100% of early treatment studies report a positive effect, with an estimated reduction of 66% in the effect measured (death, hospitalization, etc.) using a random effects meta-analysis, RR 0.34 [0.27-0.44].
We performed ongoing searches of PubMed, medRxiv, ClinicalTrials.gov, The Cochrane Library, Google Scholar, Collabovid, Research Square, ScienceDirect, Oxford University Press, the reference lists of other studies and meta-analyses, and submissions to the site c19study.com, which regularly receives submissions of both positive and negative studies upon publication. Search terms were hydroxychloroquine or chloroquine and COVID-19 or SARS-CoV-2, or simply hydroxychloroquine or chloroquine. Automated searches are performed every hour with notifications of new matches. All studies regarding the use of HCQ or CQ for COVID-19 that report an effect compared to a control group are included in the main analysis. This is a living analysis and is updated regularly.

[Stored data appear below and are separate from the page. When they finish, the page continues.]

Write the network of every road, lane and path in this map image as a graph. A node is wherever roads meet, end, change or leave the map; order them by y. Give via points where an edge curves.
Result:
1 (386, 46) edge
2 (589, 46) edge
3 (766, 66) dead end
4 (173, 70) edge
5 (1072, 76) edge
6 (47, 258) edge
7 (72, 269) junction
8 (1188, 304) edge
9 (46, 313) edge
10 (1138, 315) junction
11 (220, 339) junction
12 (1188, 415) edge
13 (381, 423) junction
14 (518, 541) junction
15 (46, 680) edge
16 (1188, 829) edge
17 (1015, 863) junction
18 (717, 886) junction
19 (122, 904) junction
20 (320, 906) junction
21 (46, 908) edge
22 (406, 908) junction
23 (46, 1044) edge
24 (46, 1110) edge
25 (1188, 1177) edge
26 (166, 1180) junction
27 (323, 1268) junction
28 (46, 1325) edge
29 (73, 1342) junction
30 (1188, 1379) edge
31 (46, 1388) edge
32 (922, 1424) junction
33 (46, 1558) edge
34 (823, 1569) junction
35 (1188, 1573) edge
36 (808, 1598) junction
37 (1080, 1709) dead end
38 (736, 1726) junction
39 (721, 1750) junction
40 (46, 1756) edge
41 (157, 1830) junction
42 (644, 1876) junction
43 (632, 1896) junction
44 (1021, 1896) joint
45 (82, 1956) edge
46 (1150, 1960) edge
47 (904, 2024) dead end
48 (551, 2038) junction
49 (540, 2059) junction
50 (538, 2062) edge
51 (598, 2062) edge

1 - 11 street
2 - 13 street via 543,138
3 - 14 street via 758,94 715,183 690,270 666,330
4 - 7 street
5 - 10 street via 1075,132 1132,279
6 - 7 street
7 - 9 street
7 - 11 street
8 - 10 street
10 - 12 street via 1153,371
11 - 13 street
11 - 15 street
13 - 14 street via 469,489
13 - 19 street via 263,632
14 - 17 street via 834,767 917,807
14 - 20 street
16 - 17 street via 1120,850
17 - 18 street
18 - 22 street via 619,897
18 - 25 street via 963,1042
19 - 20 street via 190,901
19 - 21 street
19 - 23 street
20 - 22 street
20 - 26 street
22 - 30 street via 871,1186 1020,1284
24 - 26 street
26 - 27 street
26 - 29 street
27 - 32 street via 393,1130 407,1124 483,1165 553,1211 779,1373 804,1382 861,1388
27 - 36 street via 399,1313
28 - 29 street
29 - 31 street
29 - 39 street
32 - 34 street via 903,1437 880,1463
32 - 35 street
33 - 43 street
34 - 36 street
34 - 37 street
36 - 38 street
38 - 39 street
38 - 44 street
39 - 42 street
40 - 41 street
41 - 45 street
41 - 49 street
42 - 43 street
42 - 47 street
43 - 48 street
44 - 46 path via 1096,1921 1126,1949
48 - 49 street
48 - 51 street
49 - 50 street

We extracted effect sizes and associated data from all studies. If studies report multiple kinds of effects then the most serious outcome is used in calculations for that study. For example, if effects for mortality and cases are both reported, the effect for mortality is used, this may be different to the effect that a study focused on. If symptomatic results are reported at multiple times, we used the latest time, for example if mortality results are provided at 14 days and 28 days, the results at 28 days are used. Mortality alone is preferred over combined outcomes. Outcomes with zero events in both arms were not used. Clinical outcome is considered more important than PCR testing status. For PCR results reported at multiple times, where a majority of patients recover in both groups, preference is given to results mid-recovery (after most or all patients have recovered there is no room for an effective treatment to do better). When results provide an odds ratio, we computed the relative risk when possible, or converted to a relative risk according to [Zhang]. Reported confidence intervals and p-values were used when available, using adjusted values when provided. If multiple types of adjustments are reported including propensity score matching (PSM), the PSM results are used. When needed, conversion between reported p-values and confidence intervals followed [Altman, Altman (B)], and Fisher's exact test was used to calculate p-values for event data. If continuity correction for zero values is required, we use the reciprocal of the opposite arm with the sum of the correction factors equal to 1 [Sweeting]. If a study separates HCQ and HCQ+AZ, we use the combined results were possible, or the results for the larger group. Results are all expressed with RR < 1.0 suggesting effectiveness. Most results are the relative risk of something negative. If a study reports relative times, the results are expressed as the ratio of the time for the HCQ group versus the time for the control group. If a study reports the rate of reduction of viral load, the results are based on the percentage change in the rate. Calculations are done in Python (3.9.1) with scipy (1.5.4), pythonmeta (1.11), numpy (1.19.4), statsmodels (0.12.1), and plotly (4.14.1).
The forest plots are computed using PythonMeta [Deng] with the DerSimonian and Laird random effects model (the fixed effect assumption is not plausible in this case).
We received no funding, this research is done in our spare time. We have no affiliations with any pharmaceutical companies or political parties.
We have classified studies as early treatment if most patients are not already at a severe stage at the time of treatment, and treatment started within 5 days after the onset of symptoms, although a shorter time may be preferable. Antivirals are typically only considered effective when used within a shorter timeframe, for example 0-36 or 0-48 hours for oseltamivir, with longer delays not being effective [McLean, Treanor].